Jonas Kahn wrote:
> I think there was some confusion in Don's post on ``out of atari'' in
> play-outs.
> For one thing, I do not agree with the maximal information argument.
>   
This is more a theory than an argument.   Maybe I didn't express it very
well either.

It's a pretty solid principle in tree search - for instance in computer
chess the "checking" move and the responses to it are considered  highly
important moves and almost every program even extends the search on
these moves.   Is that because checking moves are usually great
moves?    Of course not - the majority of them are blunders.

But they are super critical in importance because you really "just gotta
know", you cannot afford to be wrong about these.

Atari moves in Go is the closest things to check in chess.   You cannot
thumb your nose at them because there is more game critical information
in them than in a typical random placement.    I would say that they win
and lose games more than most other moves and that their resolution is
likely to decide the game either way.

You may not believe that, or perhaps you think other moves are more
important and tell you more about who will win and lose.   I'm not a go
player so I could be wrong about these moves being important,  but I
noticed that the first Mogo paper addresses this issue as the very first
order of business.  

So I don't know how you define information content,  but if I were
writing a classic program I would probably have as my first order of
business a routine to tell me if groups that have limited liberties
could be captured.   And I would consider a ladder search as super
important.  Maybe David Fotland can tell us if ladder search is very
important or not,  but I believe it would be.   It is "information rich"
in that it doesn't mater whether it wins or loses,  you need to know in
either case or you will lose the game.

What is often not understood in game tree search is that you usually
have to look at certain classes of bad moves pretty hard to understand
that they are bad.   The knee jerk reaction is to throw out moves that
are "on average" bad but you really should be more focused on moves that
have high information content.   In chess these are the so called "high
compulsion" moves.   Checks, captures,  threats, etc.    Most checks,
captures, threats are stupid moves but it'a an error to immediately
prune them away.  

So I could be wrong about this,  but I'm pretty convinced I am right -
you must look at high information content moves.     These moves are not
"noisy" because they tend to tell you right away if you are going to win
or lose.

> Testing ``out of atari'' moves is not good because they might be good,
> or might be bad, but merely because they might be good. 
That's what I mean by information content.    You are semantically
challenged here,  what you are saying agrees with what I am saying.     
If I run a marathon just to "see if I can finish" you can also rephrase
this to say, "To see if I can finish or not."     The only important
issue is that I would run the marathon in order to make the
distinction.     

> By contrast, you
> should test (in the tree) a kind of move that is either good or average,
> but not either average or bad, even if it's the same amount of
> information.

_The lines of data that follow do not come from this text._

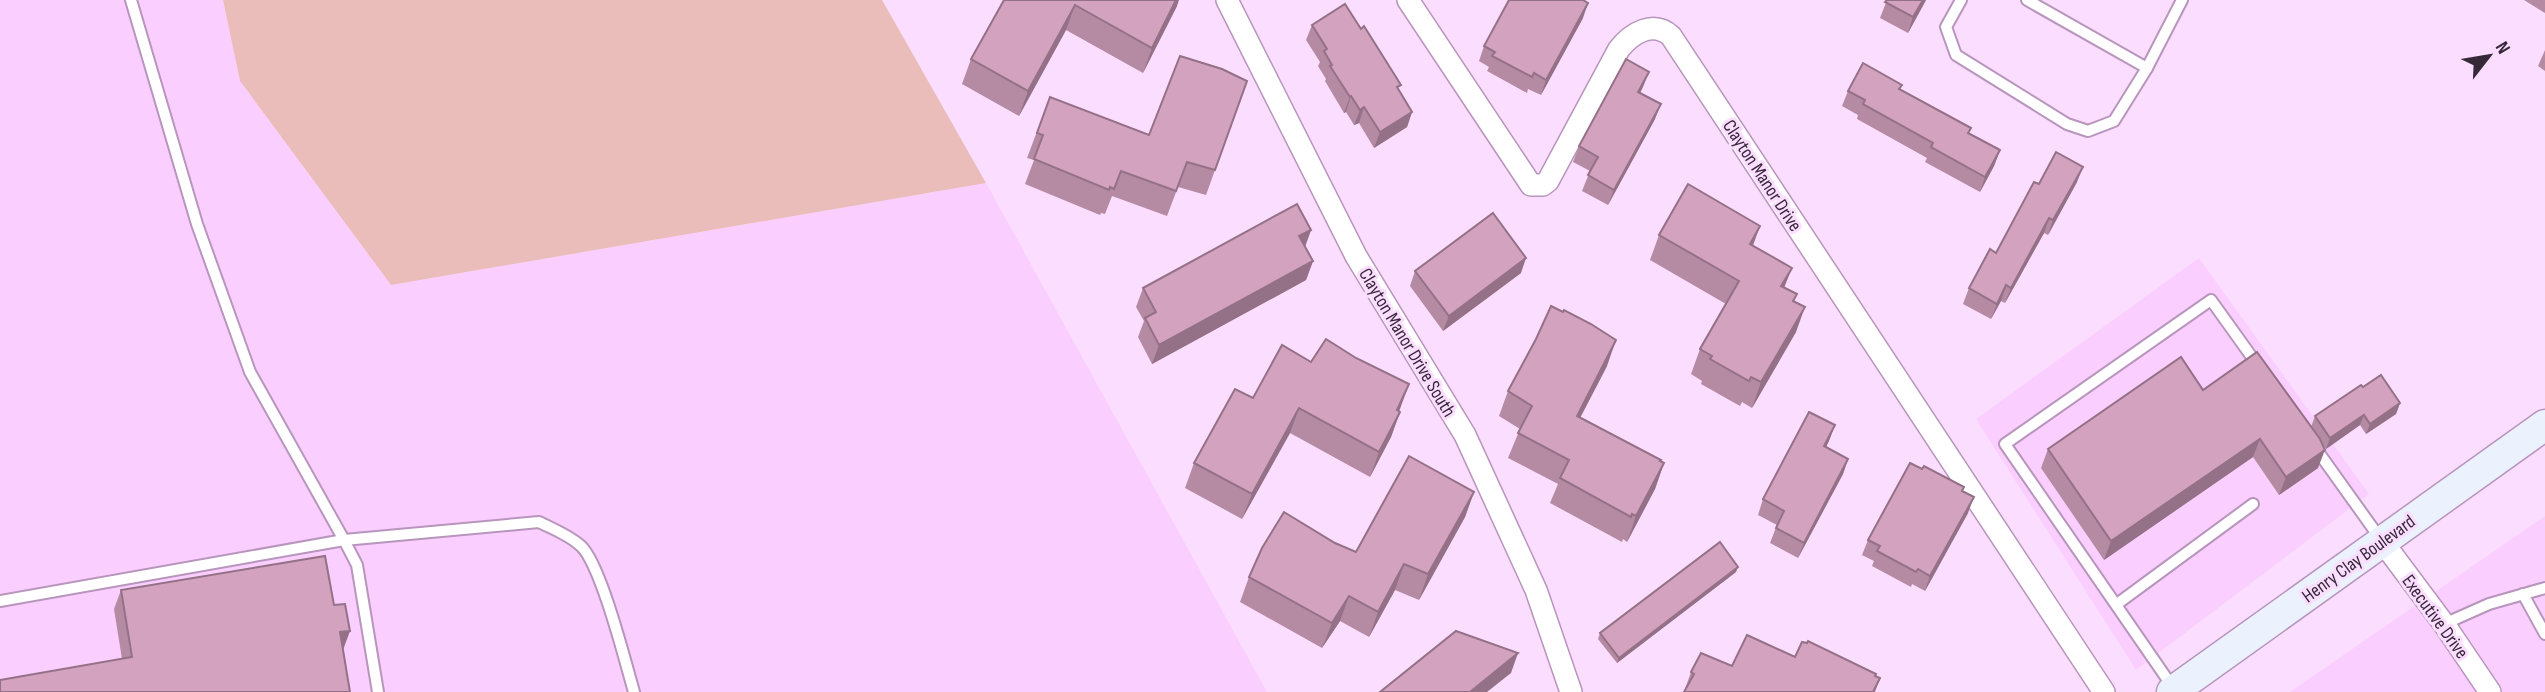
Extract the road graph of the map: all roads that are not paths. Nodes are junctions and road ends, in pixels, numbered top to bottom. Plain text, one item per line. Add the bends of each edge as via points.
1 (131, 0) edge
2 (1227, 0) edge
3 (1408, 0) edge
4 (1961, 0) edge
5 (2027, 0) edge
6 (2182, 0) edge
7 (2147, 68) junction
8 (2265, 377) edge
9 (2545, 425) edge
10 (2304, 431) edge
11 (2253, 503) dead end
12 (344, 540) junction
13 (2382, 541) junction
14 (2545, 588) edge
15 (2523, 594) junction
16 (0, 601) edge
17 (2117, 604) junction
18 (2444, 624) junction
19 (2545, 634) edge
20 (2174, 691) edge
21 (378, 692) edge
22 (634, 692) edge
23 (1570, 692) edge
24 (2104, 692) edge
25 (2490, 692) edge

1 - 12 lane via 197,224 250,372
2 - 23 street, Clayton Manor Drive South via 1356,256 1465,435 1536,590
3 - 24 street, Clayton Manor Drive via 1531,185 1543,186 1548,181 1629,36 1654,27 1665,30
4 - 7 lane via 1946,27 1956,55 2067,124 2088,131 2114,121
5 - 7 lane
6 - 7 lane
8 - 17 lane via 2211,300 2005,444
9 - 13 main road, Henry Clay Boulevard
10 - 13 lane
11 - 17 lane
12 - 16 lane
12 - 21 lane via 358,565
12 - 22 lane via 539,522 563,533 583,547 598,574
13 - 18 street, Executive Drive
13 - 20 main road, Henry Clay Boulevard
14 - 15 lane
15 - 18 lane
15 - 19 lane
17 - 20 lane
18 - 25 street, Executive Drive

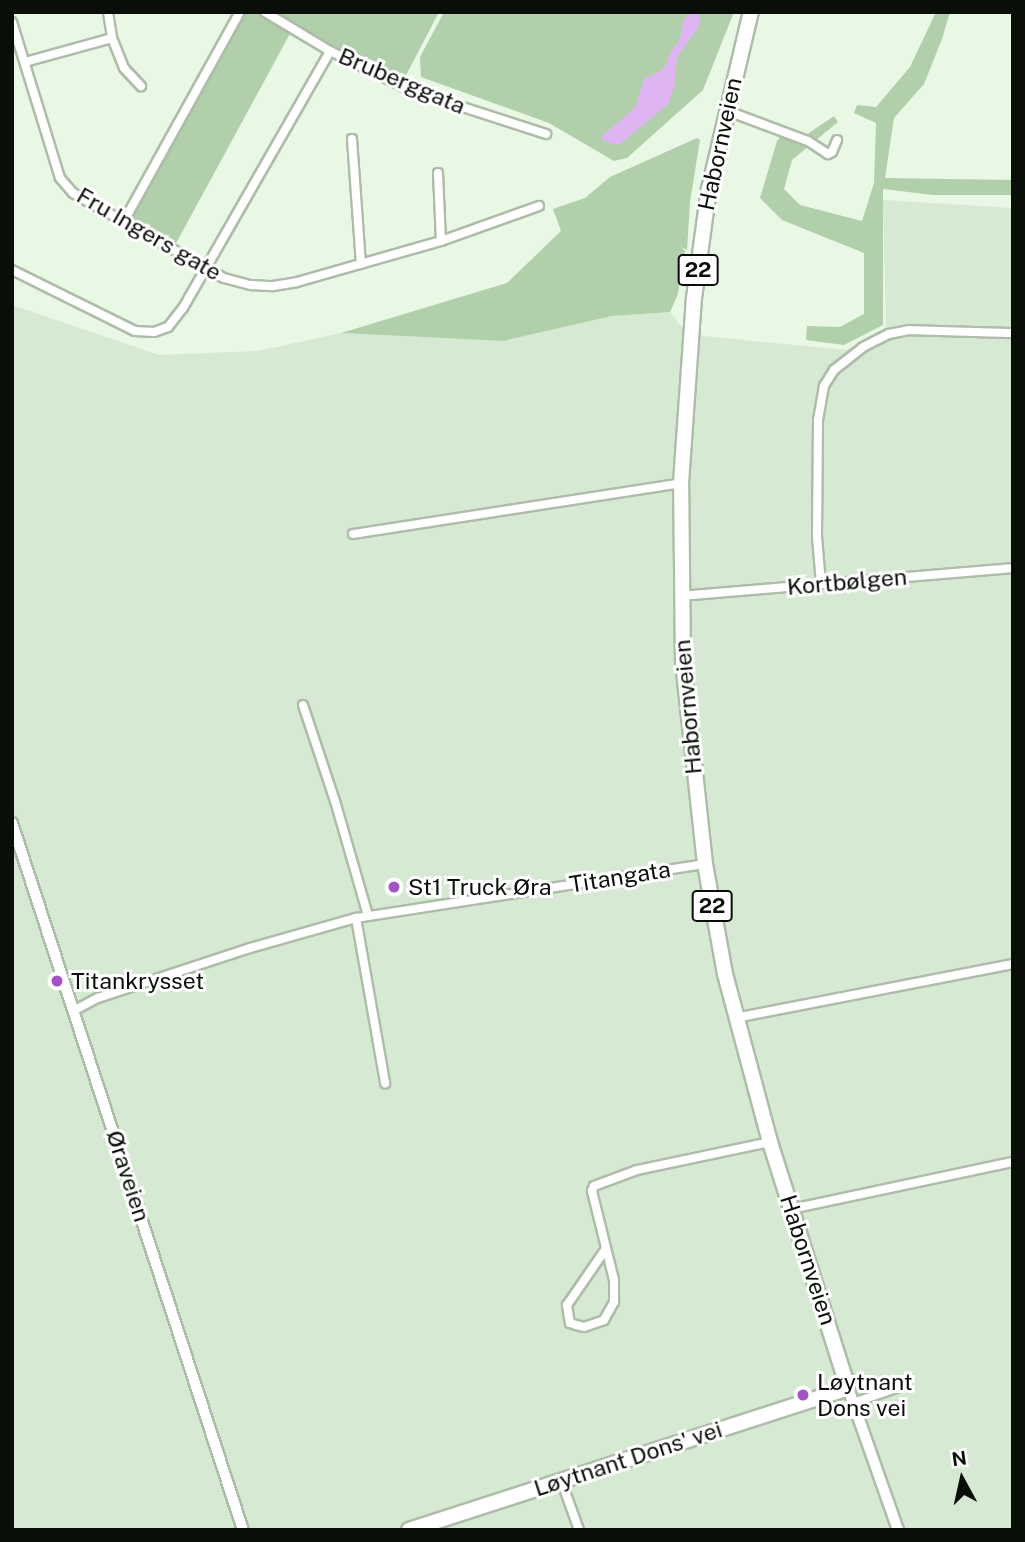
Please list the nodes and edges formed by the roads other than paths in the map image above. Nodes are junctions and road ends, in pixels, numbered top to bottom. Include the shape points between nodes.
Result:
1 (108, 12) edge
2 (240, 12) edge
3 (265, 12) edge
4 (751, 12) edge
5 (12, 22) edge
6 (112, 38) junction
7 (330, 51) junction
8 (25, 62) junction
9 (141, 86) dead end
10 (725, 110) junction
11 (546, 134) dead end
12 (352, 139) dead end
13 (837, 140) dead end
14 (438, 173) dead end
15 (539, 206) dead end
16 (124, 221) junction
17 (441, 241) junction
18 (361, 264) junction
19 (206, 269) junction
20 (12, 270) edge
21 (1013, 333) edge
22 (681, 483) junction
23 (353, 534) dead end
24 (1013, 568) edge
25 (821, 584) junction
26 (681, 596) junction
27 (303, 705) dead end
28 (12, 823) edge
29 (705, 864) junction
30 (368, 915) junction
31 (356, 918) junction
32 (1013, 964) edge
33 (75, 1010) junction
34 (735, 1018) junction
35 (385, 1083) dead end
36 (769, 1142) junction
37 (1013, 1162) edge
38 (791, 1209) junction
39 (605, 1250) junction
40 (902, 1386) dead end
41 (851, 1395) junction
42 (561, 1480) junction
43 (243, 1530) edge
44 (409, 1530) edge
45 (579, 1530) edge
46 (898, 1530) edge

1 - 6 street
2 - 16 street
3 - 7 street, Bruberggata
4 - 10 highway, Habornveien / 22
5 - 8 street, Fru Ingers gate
6 - 8 street
6 - 9 street via 124,68
7 - 11 street, Bruberggata via 410,90
7 - 19 street
8 - 16 street, Fru Ingers gate via 60,178 73,193
10 - 13 street via 808,141 825,153 832,152
10 - 22 highway, Habornveien / 22 via 694,298
12 - 18 street
14 - 17 street
15 - 17 street, Fru Ingers gate
16 - 19 street, Fru Ingers gate
17 - 18 street, Fru Ingers gate
18 - 19 street, Fru Ingers gate via 273,286 251,285
19 - 20 street via 168,327 154,332 135,331
21 - 25 street via 909,330 889,334 834,370 824,386 818,420
22 - 23 street
22 - 26 highway, Habornveien / 22
24 - 25 street, Kortbølgen
25 - 26 street, Kortbølgen
26 - 29 highway, Habornveien / 22 via 686,698
27 - 30 street
28 - 33 street, Øraveien
29 - 30 street, Titangata
29 - 34 highway, Habornveien / 22
30 - 31 street, Titangata
31 - 33 street, Titangata via 273,940 98,998
31 - 35 street
32 - 34 street
33 - 43 street, Øraveien
34 - 36 highway, Habornveien / 22
36 - 38 highway, Habornveien / 22
36 - 39 street via 637,1170 595,1184 592,1191
37 - 38 street
38 - 41 highway, Habornveien / 22
39 - 39 street via 615,1287 610,1315 593,1325 570,1323 567,1305
40 - 41 street
41 - 42 highway, Løytnant Dons' vei
41 - 46 street
42 - 44 highway, Løytnant Dons' vei
42 - 45 street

In the tree, you look for the best move. Near the root at
> least; when going deeper and the evaluation being less precise, you
> merely look for good moves, that keep a trustworthy evaluation of the
> position, and try to avoid brittle ones.
>   
Again, you are semantically challenged but basically correct.   A move
that you can statically evaluate as being on the lower end of the scale
does not have much information content - in other words evaluating it in
the tree has very little chance of changing the score.   

The alpha beta procedure in general is about information content in a
big way.    Many of the branches cut off in alpha beta spring from great
moves, that have no chance of changing the score so there is no useful
information there.    You would not look at those moves just because
they happen to be "really great" moves.  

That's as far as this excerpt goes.